» WHAT TO PRODUCE:
Make an exact copy of the entries below and leave any picture out of it.

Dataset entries
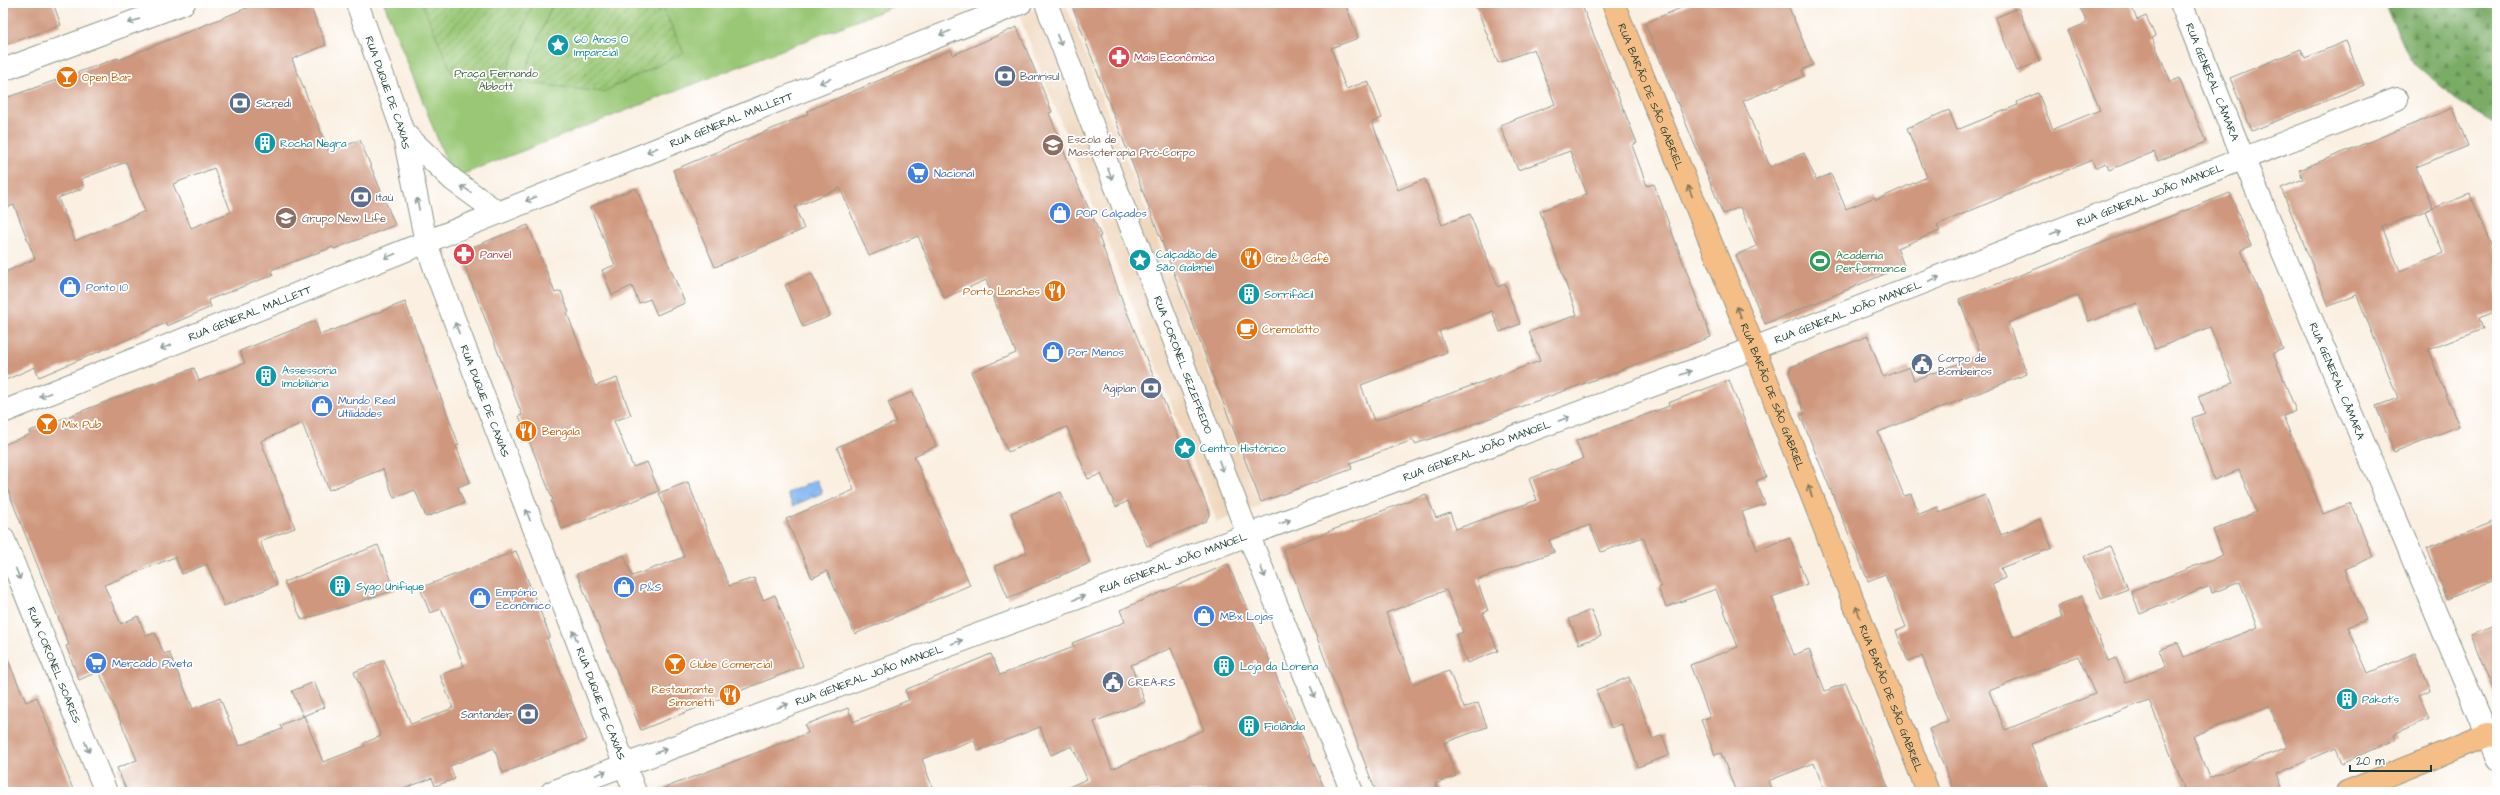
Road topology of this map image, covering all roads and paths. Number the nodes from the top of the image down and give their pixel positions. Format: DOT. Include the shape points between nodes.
graph roads {
  1 [pos="184,3"];
  2 [pos="357,3"];
  3 [pos="974,3"];
  4 [pos="1021,3"];
  5 [pos="1046,3"];
  6 [pos="1614,3"];
  7 [pos="2181,3"];
  8 [pos="966,25"];
  9 [pos="3,70"];
  10 [pos="2397,99"];
  11 [pos="403,132"];
  12 [pos="2244,160"];
  13 [pos="497,212"];
  14 [pos="426,242"];
  15 [pos="1754,348"];
  16 [pos="3,412"];
  17 [pos="1248,536"];
  18 [pos="3,538"];
  19 [pos="2492,736"];
  20 [pos="2497,758"];
  21 [pos="624,764"];
  22 [pos="106,792"];
  23 [pos="552,792"];
  24 [pos="635,792"];
  25 [pos="1352,792"];
  26 [pos="1928,792"];
  27 [pos="2347,792"];
  1 -- 9 [label="street, one-way"];
  2 -- 11 [label="street, RUA DUQUE DE CAXIAS"];
  3 -- 8 [label="street"];
  4 -- 8 [label="street, RUA GENERAL MALLETT"];
  5 -- 17 [label="street, RUA CORONEL SEZEFREDO, one-way"];
  15 -- 6 [label="main road, RUA BARÃO DE SÃO GABRIEL, one-way"];
  7 -- 12 [label="street, RUA GENERAL CÂMARA"];
  8 -- 13 [label="street, RUA GENERAL MALLETT, one-way"];
  10 -- 12 [label="street, RUA GENERAL JOÃO MANOEL"];
  13 -- 11 [label="street, one-way" via="453,180"];
  14 -- 11 [label="street, RUA DUQUE DE CAXIAS, one-way"];
  15 -- 12 [label="street, RUA GENERAL JOÃO MANOEL, one-way"];
  12 -- 19 [label="street, RUA GENERAL CÂMARA"];
  13 -- 14 [label="street, RUA GENERAL MALLETT"];
  14 -- 16 [label="street, RUA GENERAL MALLETT, one-way"];
  21 -- 14 [label="street, RUA DUQUE DE CAXIAS, one-way"];
  17 -- 15 [label="street, RUA GENERAL JOÃO MANOEL, one-way"];
  26 -- 15 [label="main road, RUA BARÃO DE SÃO GABRIEL, one-way"];
  21 -- 17 [label="street, RUA GENERAL JOÃO MANOEL, one-way"];
  17 -- 25 [label="street, RUA CORONEL SEZEFREDO, one-way"];
  18 -- 22 [label="street, RUA CORONEL SOARES, one-way"];
  19 -- 20 [label="street, RUA GENERAL CÂMARA"];
  19 -- 27 [label="main road"];
  23 -- 21 [label="street, RUA GENERAL JOÃO MANOEL, one-way"];
  21 -- 24 [label="street, RUA DUQUE DE CAXIAS"];
}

» WRITTEN ANSWER:
Road topology of this map image, covering all roads and paths. Number the nodes from the top of the image down and give their pixel positions. Format: DOT. Include the shape points between nodes.
graph roads {
  1 [pos="184,3"];
  2 [pos="357,3"];
  3 [pos="974,3"];
  4 [pos="1021,3"];
  5 [pos="1046,3"];
  6 [pos="1614,3"];
  7 [pos="2181,3"];
  8 [pos="966,25"];
  9 [pos="3,70"];
  10 [pos="2397,99"];
  11 [pos="403,132"];
  12 [pos="2244,160"];
  13 [pos="497,212"];
  14 [pos="426,242"];
  15 [pos="1754,348"];
  16 [pos="3,412"];
  17 [pos="1248,536"];
  18 [pos="3,538"];
  19 [pos="2492,736"];
  20 [pos="2497,758"];
  21 [pos="624,764"];
  22 [pos="106,792"];
  23 [pos="552,792"];
  24 [pos="635,792"];
  25 [pos="1352,792"];
  26 [pos="1928,792"];
  27 [pos="2347,792"];
  1 -- 9 [label="street, one-way"];
  2 -- 11 [label="street, RUA DUQUE DE CAXIAS"];
  3 -- 8 [label="street"];
  4 -- 8 [label="street, RUA GENERAL MALLETT"];
  5 -- 17 [label="street, RUA CORONEL SEZEFREDO, one-way"];
  15 -- 6 [label="main road, RUA BARÃO DE SÃO GABRIEL, one-way"];
  7 -- 12 [label="street, RUA GENERAL CÂMARA"];
  8 -- 13 [label="street, RUA GENERAL MALLETT, one-way"];
  10 -- 12 [label="street, RUA GENERAL JOÃO MANOEL"];
  13 -- 11 [label="street, one-way" via="453,180"];
  14 -- 11 [label="street, RUA DUQUE DE CAXIAS, one-way"];
  15 -- 12 [label="street, RUA GENERAL JOÃO MANOEL, one-way"];
  12 -- 19 [label="street, RUA GENERAL CÂMARA"];
  13 -- 14 [label="street, RUA GENERAL MALLETT"];
  14 -- 16 [label="street, RUA GENERAL MALLETT, one-way"];
  21 -- 14 [label="street, RUA DUQUE DE CAXIAS, one-way"];
  17 -- 15 [label="street, RUA GENERAL JOÃO MANOEL, one-way"];
  26 -- 15 [label="main road, RUA BARÃO DE SÃO GABRIEL, one-way"];
  21 -- 17 [label="street, RUA GENERAL JOÃO MANOEL, one-way"];
  17 -- 25 [label="street, RUA CORONEL SEZEFREDO, one-way"];
  18 -- 22 [label="street, RUA CORONEL SOARES, one-way"];
  19 -- 20 [label="street, RUA GENERAL CÂMARA"];
  19 -- 27 [label="main road"];
  23 -- 21 [label="street, RUA GENERAL JOÃO MANOEL, one-way"];
  21 -- 24 [label="street, RUA DUQUE DE CAXIAS"];
}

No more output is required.